Hors d’oeuvre: Assortment of seafood featuring shrimp and smoked salmon accompanied by crudités – served with a glass of 2000 Mailly Grand Cru Cuvee le Feu Champagne. Not bad…fairly delicate but decent power that is typical in Pinot Noir based Champagnes.
Main course: Grilled tournedos of beef served with potatoes au gratin with wild mushrooms and buttered French green beans – served with a glass…or two of a red Bordeaux from the Medoc, 2003 Chateau de Saint Christoly. Mostly Cab with some Merlot…really not a shabby wine…fruity, yes, but some finesse and body to go with it…beats the heck out most other reds I have been served on a plane.
Next came a selection of three cheeses. Unfortunately, or fortunately, I did not get the names of the cheeses…but they were actually a bit disappointing. The blue cheese, which was certainly not from Roquefort, was almost tasteless. Well presented though…
By the time dessert came around I was fast asleep, dreaming away about the days ahead.
I am now sitting at my hotel, La Tremoille, a few blocks of the Champs Elysee in the 8th arrondissement. My WineCommune collegue, Jon, is snoring away, as his trip was a bit more of a drag…he flew coach…in the middle seat…poor guy.
At 10:30 tonight we’ll be eating at l’Amis Louis on the recommendation of my friend Mark. It’s an old bistro famous for its roast chicken, fois gras and potato cakes. Report to follow…
In the meantime, here are some random thoughts and questions that I will be looking to find answers to in the coming week:
Will the ’05 Bordeaux wines be worth the money? Little question about the quality of the vintage…that much is clear just reading the comments from James Suckling and Robert Parker. The hype and the demand are already taking shape and it’s unprecedented in size. There will be something like 5000 representatives of the trade in Bordeaux this week.
Then there’s the US dollar which is hovering around 1.2 euros - considered relatively weak, although stronger than the past 3 vintages, but much weaker than when the 2000 vintage was offered en primeur. Of course, a weak dollar means higher prices for US customers. However, many consider the US Federal Reserve to be nearing the end of the tightening cycle (perhaps just one more raise of interest rates this year) while the European banks are considered to be in the early stages of their tightening. This might mean that the dollar could potentially get slightly weaker versus the Euro if that scenario unfolds. In that case, Bordeaux wines will be even more expensive, so buying the ’05 futures now may prove to be prudent.

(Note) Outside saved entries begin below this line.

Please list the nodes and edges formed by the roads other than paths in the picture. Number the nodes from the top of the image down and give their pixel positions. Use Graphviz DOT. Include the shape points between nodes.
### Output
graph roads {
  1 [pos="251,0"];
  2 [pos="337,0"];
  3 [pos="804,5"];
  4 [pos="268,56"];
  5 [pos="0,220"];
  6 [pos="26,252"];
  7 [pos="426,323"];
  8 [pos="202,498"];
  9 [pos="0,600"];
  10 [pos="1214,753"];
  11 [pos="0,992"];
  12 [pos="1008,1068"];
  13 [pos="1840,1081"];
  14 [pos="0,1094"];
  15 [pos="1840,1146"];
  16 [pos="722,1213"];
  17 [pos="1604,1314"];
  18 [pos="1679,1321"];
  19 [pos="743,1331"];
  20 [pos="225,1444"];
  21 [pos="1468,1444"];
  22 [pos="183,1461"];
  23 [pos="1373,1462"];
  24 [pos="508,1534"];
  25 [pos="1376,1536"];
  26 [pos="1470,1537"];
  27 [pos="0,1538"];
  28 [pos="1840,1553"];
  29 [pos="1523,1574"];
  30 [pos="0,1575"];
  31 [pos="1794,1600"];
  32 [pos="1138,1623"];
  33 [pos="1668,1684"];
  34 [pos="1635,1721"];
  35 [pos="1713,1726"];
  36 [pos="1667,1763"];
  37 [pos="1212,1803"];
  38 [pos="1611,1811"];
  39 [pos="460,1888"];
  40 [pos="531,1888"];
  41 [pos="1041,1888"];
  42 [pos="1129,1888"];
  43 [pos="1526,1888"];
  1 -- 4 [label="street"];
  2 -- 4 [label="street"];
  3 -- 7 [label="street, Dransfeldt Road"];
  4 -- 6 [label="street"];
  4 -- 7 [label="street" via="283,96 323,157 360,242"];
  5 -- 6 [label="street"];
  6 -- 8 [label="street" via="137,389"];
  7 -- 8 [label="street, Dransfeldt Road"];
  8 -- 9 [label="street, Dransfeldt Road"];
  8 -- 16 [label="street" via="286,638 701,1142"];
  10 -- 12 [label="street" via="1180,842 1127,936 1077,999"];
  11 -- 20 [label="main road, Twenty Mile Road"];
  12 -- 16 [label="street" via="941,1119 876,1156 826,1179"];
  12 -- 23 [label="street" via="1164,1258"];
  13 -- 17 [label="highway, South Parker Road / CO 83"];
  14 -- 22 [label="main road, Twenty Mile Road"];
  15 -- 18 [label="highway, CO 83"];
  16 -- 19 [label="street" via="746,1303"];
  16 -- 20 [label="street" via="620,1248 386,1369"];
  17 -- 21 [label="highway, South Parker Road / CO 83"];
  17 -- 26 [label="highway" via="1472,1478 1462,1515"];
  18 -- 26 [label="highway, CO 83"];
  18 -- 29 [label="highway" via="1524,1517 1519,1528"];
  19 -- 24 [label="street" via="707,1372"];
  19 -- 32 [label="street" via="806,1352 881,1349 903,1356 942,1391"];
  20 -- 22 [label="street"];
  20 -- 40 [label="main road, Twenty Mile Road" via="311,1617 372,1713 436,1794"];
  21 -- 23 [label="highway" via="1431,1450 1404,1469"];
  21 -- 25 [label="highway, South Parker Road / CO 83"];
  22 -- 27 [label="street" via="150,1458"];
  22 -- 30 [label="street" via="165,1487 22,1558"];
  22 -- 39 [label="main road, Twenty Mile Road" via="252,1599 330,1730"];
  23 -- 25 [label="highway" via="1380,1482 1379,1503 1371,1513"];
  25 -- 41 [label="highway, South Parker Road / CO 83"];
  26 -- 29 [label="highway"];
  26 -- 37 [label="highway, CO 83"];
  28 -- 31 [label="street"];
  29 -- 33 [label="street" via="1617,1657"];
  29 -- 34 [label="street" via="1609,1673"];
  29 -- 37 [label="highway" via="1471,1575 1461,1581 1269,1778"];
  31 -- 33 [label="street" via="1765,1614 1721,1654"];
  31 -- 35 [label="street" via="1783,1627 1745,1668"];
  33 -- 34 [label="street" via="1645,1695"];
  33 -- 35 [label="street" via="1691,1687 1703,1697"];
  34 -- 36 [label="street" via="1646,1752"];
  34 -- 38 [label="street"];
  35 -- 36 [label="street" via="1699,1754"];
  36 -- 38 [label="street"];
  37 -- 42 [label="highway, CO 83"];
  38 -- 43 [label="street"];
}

If prices turn out to be high for the ‘05s, will a 100 point wine from 2005 be a better value than a 100 point wine from a previous vintage, say 1990, 1996, or 2000? Is it a fair comparison? Will previous vintages go up in price or will there remain a price gap? Time will tell, but ultimately it’s all about demand and supply.
Obviously we will be purchasing all of the top growths, but the real question is going to be more about finding the properties that will provide the most value in a vintage that is high in quality, price, and demand.In addition, we will be meeting and negotiating with key people in order to secure the absolute best pricing. At the end of the day, we’ll be buying around 150-200 different wines (of the 4-500 or so that we’ll be tasting this week)…we’re going to have some choices. This is why we’re here: taste the wines and talk to the people involved in every part of the process – from chateau owners to winemakers to negociants to distributors. In the coming weeks, we will put together a report of the all the wines that we will be purchasing in order to hopefully make your buying decision a bit easier.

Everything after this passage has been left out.